| EXERCISE PROMPT |
Nothing but the lines from the one with "middle mcp: (308, 102)" through the final line of the entries below should be written out, each exactly as given.

(People photos with keypoints)
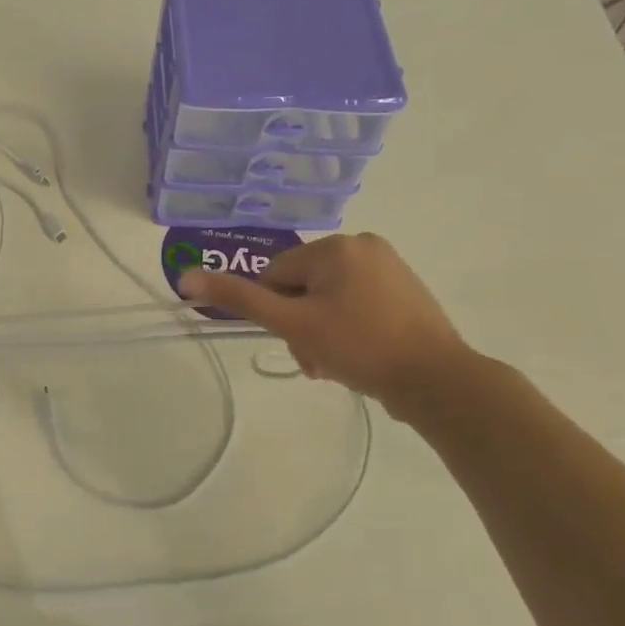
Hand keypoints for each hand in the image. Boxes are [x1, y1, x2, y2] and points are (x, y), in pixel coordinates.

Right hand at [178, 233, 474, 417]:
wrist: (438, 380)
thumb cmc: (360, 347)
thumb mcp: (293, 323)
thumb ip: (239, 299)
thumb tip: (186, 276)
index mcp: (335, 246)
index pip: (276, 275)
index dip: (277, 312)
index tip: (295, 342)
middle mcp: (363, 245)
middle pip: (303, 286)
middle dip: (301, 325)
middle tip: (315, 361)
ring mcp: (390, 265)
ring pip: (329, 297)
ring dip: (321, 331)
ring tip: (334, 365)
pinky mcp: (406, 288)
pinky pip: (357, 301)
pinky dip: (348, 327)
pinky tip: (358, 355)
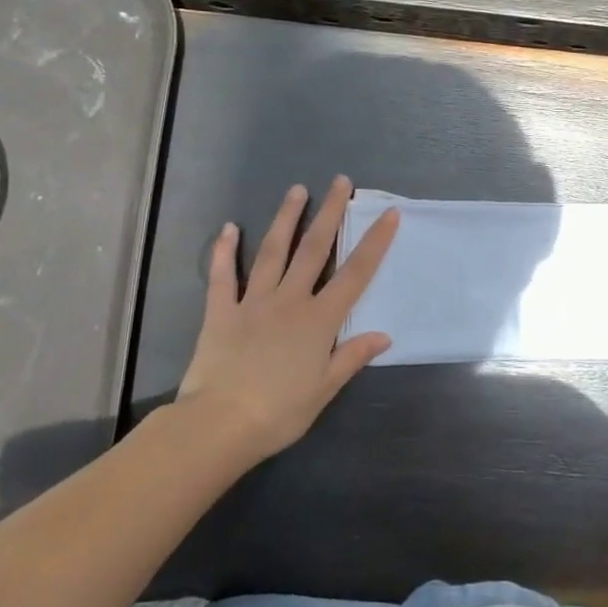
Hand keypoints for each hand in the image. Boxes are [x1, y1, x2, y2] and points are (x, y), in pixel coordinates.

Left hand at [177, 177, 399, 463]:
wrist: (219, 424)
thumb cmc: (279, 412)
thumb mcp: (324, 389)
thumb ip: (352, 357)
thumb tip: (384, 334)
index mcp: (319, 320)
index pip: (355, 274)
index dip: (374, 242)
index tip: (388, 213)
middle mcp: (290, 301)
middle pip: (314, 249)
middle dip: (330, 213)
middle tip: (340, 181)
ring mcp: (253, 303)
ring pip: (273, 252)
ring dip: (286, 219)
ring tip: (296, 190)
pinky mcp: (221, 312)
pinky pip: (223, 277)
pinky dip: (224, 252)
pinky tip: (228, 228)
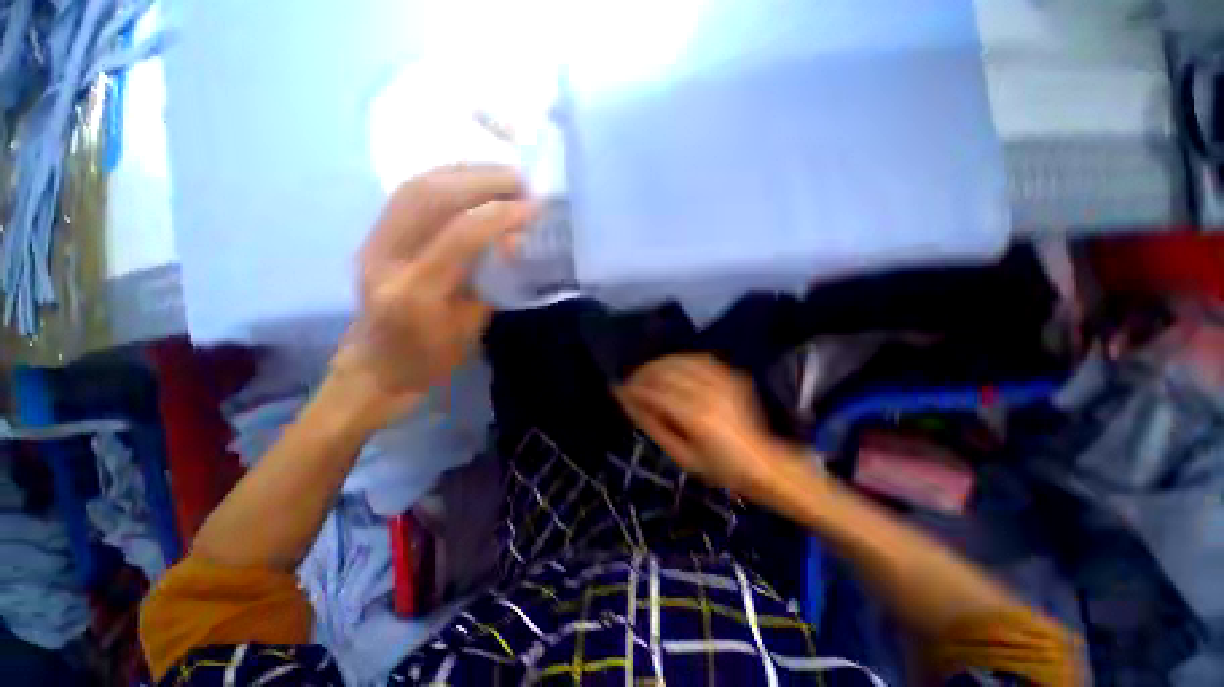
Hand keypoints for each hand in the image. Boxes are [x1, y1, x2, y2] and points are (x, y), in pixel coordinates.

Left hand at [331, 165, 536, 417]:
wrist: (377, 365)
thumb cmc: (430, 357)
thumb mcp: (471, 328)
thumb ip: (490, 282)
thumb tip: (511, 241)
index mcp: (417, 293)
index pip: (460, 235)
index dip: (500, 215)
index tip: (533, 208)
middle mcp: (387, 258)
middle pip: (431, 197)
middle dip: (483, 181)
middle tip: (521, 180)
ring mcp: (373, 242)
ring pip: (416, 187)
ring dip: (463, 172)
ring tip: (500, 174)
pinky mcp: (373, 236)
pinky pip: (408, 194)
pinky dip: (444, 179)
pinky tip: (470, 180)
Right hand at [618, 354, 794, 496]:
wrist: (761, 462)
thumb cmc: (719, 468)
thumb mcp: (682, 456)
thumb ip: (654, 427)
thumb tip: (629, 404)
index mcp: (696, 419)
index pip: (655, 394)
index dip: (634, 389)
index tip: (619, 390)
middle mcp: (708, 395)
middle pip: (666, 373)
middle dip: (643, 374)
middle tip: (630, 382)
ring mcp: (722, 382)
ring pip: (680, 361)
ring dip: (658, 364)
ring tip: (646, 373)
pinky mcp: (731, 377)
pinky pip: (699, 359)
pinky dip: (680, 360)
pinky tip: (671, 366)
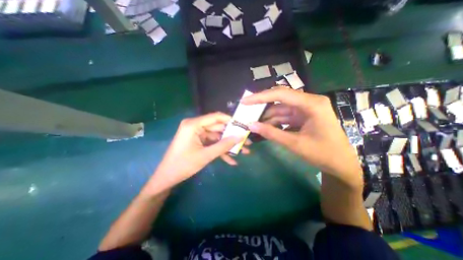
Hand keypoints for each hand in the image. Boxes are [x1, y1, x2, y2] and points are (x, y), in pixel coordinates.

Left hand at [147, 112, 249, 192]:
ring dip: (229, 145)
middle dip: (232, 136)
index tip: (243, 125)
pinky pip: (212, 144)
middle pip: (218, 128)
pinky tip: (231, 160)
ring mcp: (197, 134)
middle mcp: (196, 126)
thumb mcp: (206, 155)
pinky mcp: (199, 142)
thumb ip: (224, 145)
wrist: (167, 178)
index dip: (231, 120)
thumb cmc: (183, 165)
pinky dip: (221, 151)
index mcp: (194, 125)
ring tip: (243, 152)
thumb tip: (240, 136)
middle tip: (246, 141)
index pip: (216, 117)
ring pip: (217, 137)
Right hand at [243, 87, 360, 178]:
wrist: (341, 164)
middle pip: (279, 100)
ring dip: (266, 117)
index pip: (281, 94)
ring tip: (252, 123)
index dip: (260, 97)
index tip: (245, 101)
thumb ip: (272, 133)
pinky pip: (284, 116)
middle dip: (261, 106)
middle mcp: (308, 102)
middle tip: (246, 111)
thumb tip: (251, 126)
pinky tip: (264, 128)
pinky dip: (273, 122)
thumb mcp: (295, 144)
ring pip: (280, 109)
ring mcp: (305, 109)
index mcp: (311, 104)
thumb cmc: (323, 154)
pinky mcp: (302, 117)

| OUTPUT OF THE EXERCISE |
middle mcp: (308, 102)
middle tip: (246, 111)
thumb tip: (251, 126)
pinky tip: (264, 128)
pinky dip: (273, 122)
thumb mcp: (295, 144)
ring pip: (280, 109)
ring mcp: (305, 109)
index mcp: (311, 104)
thumb cmc: (323, 154)
pinky mcp: (302, 117)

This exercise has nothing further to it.